If inquiry shows that Colonel Muammar Gaddafi and his son Mutassim were summarily executed last Thursday, theirs will be the latest in a series of high-profile killings this year, beginning with Osama bin Laden in Pakistan and continuing with Anwar al-Awlaki and his bomb-making colleague Ibrahim al-Asiri in Yemen.
No one can doubt that the quick dispatch of these men was convenient. If Bin Laden had been taken to Guantanamo or The Hague and put on trial, his status would have risen again, and many more deaths might have occurred in reaction to his humiliation at the hands of America. Killing him and quickly disposing of his remains at sea had a strong, utilitarian, short-term justification.
But for the long-term, it is a very bad thing that he was assassinated rather than put on trial. The same applies to Awlaki, and it applies also, this time in the interests of Libya's future social health, to Gaddafi. The idea of the rule of law, of its due process, of the civil liberties accorded even to those we know are guilty of vile and violent deeds – indeed, the whole project of civilising the world and substituting peace and law for violence and revenge – is jeopardised by using murder rather than law to deal with such criminals.
When leading nations such as the United States act like Mexican drug gangsters, they harm themselves and set a terrible example to the world. When a nation freeing itself from tyranny uses a tyrant's methods, it gives itself a steeper hill to climb towards becoming a just and stable society.

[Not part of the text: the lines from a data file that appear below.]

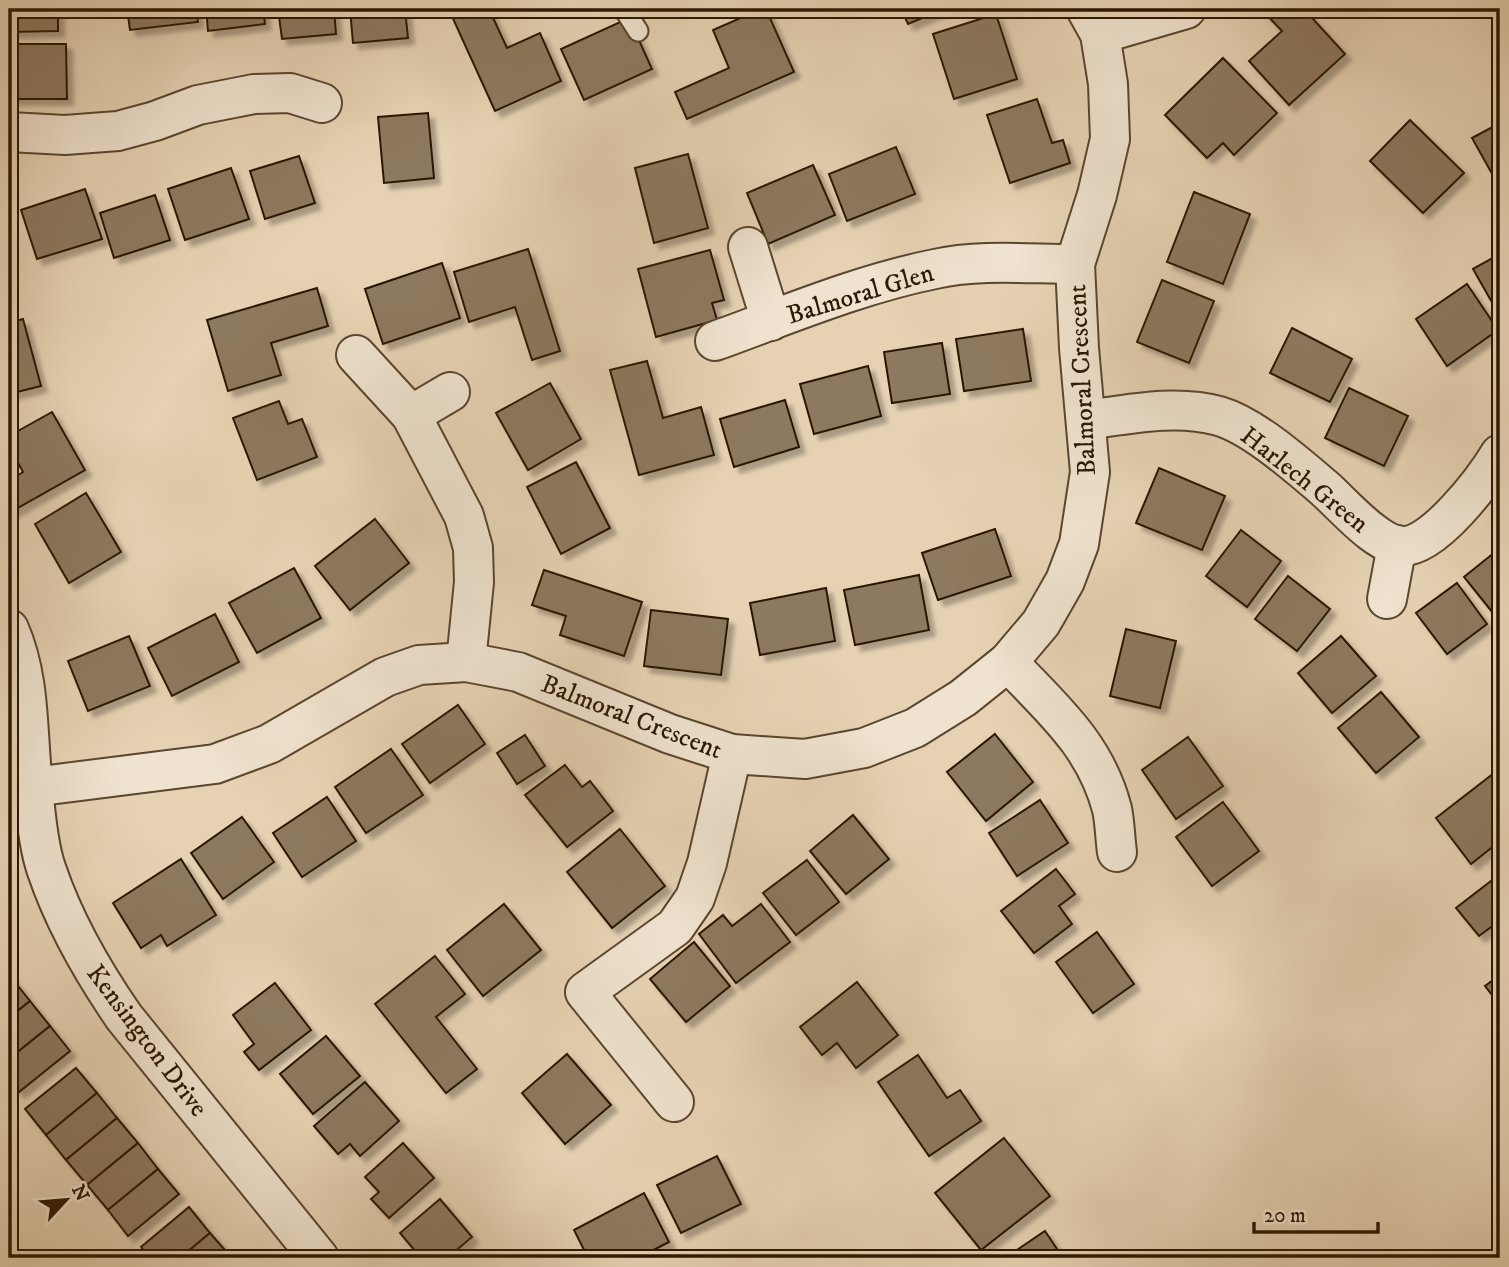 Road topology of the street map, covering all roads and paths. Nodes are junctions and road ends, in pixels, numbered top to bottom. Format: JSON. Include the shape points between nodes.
{"nodes":[{"id":1,"x":624,"y":9,"type":"edge"},
{"id":2,"x":1186,"y":9,"type":"edge"},
{"id":3,"x":1093,"y":21,"type":"edge"},
{"id":4,"x":638,"y":31,"type":"dead end"},
{"id":5,"x":322,"y":103,"type":"dead end"},
{"id":6,"x":9,"y":132,"type":"edge"},
{"id":7,"x":748,"y":247,"type":"dead end"},
{"id":8,"x":1075,"y":264,"type":"junction"},
{"id":9,"x":771,"y":321,"type":"junction"},
{"id":10,"x":715,"y":341,"type":"dead end"},
{"id":11,"x":356,"y":355,"type":"dead end"},
{"id":12,"x":450,"y":392,"type":"dead end"},
{"id":13,"x":411,"y":415,"type":"junction"},
{"id":14,"x":1087,"y":420,"type":"junction"},
{"id":15,"x":1500,"y":454,"type":"edge"},
{"id":16,"x":1397,"y":545,"type":"junction"},
{"id":17,"x":1387,"y":599,"type":"dead end"},
{"id":18,"x":9,"y":629,"type":"edge"},
{"id":19,"x":1008,"y":662,"type":"junction"},
{"id":20,"x":466,"y":663,"type":"junction"},
{"id":21,"x":732,"y":754,"type":"junction"},
{"id":22,"x":33,"y":787,"type":"junction"},
{"id":23,"x":1117,"y":852,"type":"dead end"},
{"id":24,"x":674,"y":1102,"type":"dead end"},
{"id":25,"x":319,"y":1258,"type":"edge"}],
"edges":[{"from":1,"to":4,"type":"lane"},
{"from":2,"to":3,"type":"street"},
{"from":3,"to":8,"type":"street","name":"Balmoral Crescent","via":[[1108,84],[1110,139]]},
{"from":5,"to":6,"type":"street","via":[[290,93],[254,94],[198,105],[118,131],[65,135]]},
{"from":7,"to":9,"type":"street","name":"Balmoral Glen"},
{"from":8,"to":9,"type":"street","name":"Balmoral Glen","via":[[937,268]]},
{"from":8,"to":14,"type":"street","name":"Balmoral Crescent"},
{"from":9,"to":10,"type":"street","name":"Balmoral Glen"},
{"from":11,"to":13,"type":"street"},
{"from":12,"to":13,"type":"street"},
{"from":13,"to":20,"type":"street","via":[[464,516],[473,548]]},
{"from":14,"to":16,"type":"street","name":"Harlech Green","via":[[1166,409],[1219,416],[1260,437],[1386,543]]},
{"from":14,"to":19,"type":"street","name":"Balmoral Crescent","via":[[1090,472],[1079,544],[1041,623]]},
{"from":15,"to":16,"type":"street","name":"Harlech Green","via":[[1465,502],[1424,541]]},
{"from":16,"to":17,"type":"street","name":"Harlech Green"},
{"from":18,"to":22,"type":"street","name":"Kensington Drive","via":[[27,691]]},
{"from":19,"to":21,"type":"street","name":"Balmoral Crescent","via":[[915,728],[864,748],[805,759]]},
{"from":19,"to":23,"type":"street","via":[[1080,739],[1099,772],[1112,811]]},
{"from":20,"to":21,"type":"street","name":"Balmoral Crescent","via":[[518,672],[670,734]]},
{"from":20,"to":22,"type":"street","name":"Balmoral Crescent","via":[[419,665],[385,677],[269,744],[215,764]]},
{"from":21,"to":24,"type":"street","via":[[695,898],[675,927],[585,992]]},
{"from":22,"to":25,"type":"street","name":"Kensington Drive","via":[[46,869],[97,977],[124,1017]]}]}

In accepting the pragmatic case for shooting malefactors, just as we shoot mad dogs, we state that we do not wish to pay the high cost of living according to law and civil liberties. We champion our Western principles about the rule of law and the rights of individuals, we thus say, only until they become a burden and an inconvenience; and, when they do, we summarily shoot people in the head instead. In effect, we admit the shameful fact that these principles are mere pieties that we do not really believe in, because we ditch them when occasion demands. And in this way we are no different from the Gaddafis and Bin Ladens.

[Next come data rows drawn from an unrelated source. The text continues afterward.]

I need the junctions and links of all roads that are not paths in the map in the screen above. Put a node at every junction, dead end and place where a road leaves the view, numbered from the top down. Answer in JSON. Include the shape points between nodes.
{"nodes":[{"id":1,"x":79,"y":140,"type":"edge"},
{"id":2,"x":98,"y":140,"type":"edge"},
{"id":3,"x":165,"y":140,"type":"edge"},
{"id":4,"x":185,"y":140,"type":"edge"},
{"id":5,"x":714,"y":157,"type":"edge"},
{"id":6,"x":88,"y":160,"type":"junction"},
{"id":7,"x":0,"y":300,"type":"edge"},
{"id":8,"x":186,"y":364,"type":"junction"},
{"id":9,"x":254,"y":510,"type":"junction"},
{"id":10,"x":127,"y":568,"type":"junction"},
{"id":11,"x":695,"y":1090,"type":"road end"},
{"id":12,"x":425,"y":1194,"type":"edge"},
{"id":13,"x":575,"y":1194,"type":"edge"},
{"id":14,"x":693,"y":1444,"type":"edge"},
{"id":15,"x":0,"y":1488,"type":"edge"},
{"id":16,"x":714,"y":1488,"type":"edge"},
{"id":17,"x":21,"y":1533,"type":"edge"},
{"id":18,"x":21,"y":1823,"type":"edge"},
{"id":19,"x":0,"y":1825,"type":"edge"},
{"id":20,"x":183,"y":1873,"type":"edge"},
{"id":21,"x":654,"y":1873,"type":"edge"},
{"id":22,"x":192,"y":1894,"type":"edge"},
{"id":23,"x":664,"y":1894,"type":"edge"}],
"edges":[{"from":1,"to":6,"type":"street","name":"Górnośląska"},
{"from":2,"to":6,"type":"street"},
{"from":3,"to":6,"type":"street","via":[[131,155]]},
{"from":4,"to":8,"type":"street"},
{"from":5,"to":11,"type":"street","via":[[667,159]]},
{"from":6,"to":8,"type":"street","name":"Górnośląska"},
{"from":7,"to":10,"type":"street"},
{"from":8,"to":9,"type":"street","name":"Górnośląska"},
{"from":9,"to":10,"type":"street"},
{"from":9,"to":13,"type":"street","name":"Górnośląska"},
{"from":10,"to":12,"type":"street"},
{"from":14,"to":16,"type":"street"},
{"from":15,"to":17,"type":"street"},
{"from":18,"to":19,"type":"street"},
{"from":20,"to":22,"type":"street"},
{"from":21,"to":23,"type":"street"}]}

President Obama's administration has tried to find legal sanction for the killing of Bin Laden and Awlaki, but that misses the point. It is in the fundamental long-term interests of all of us that we should accept the shorter-term difficulties that arise from sticking to principle. This series of summary killings has damaged civilised values and set progress back, you might say, to medieval ways.
The Libyan people have shown great courage in combating a dictator who still had much support, including an army. It would have been an act of even greater courage to put Gaddafi on trial. That would have demonstrated an intention to behave far better than he and his sons did, and to build a far better and more just society.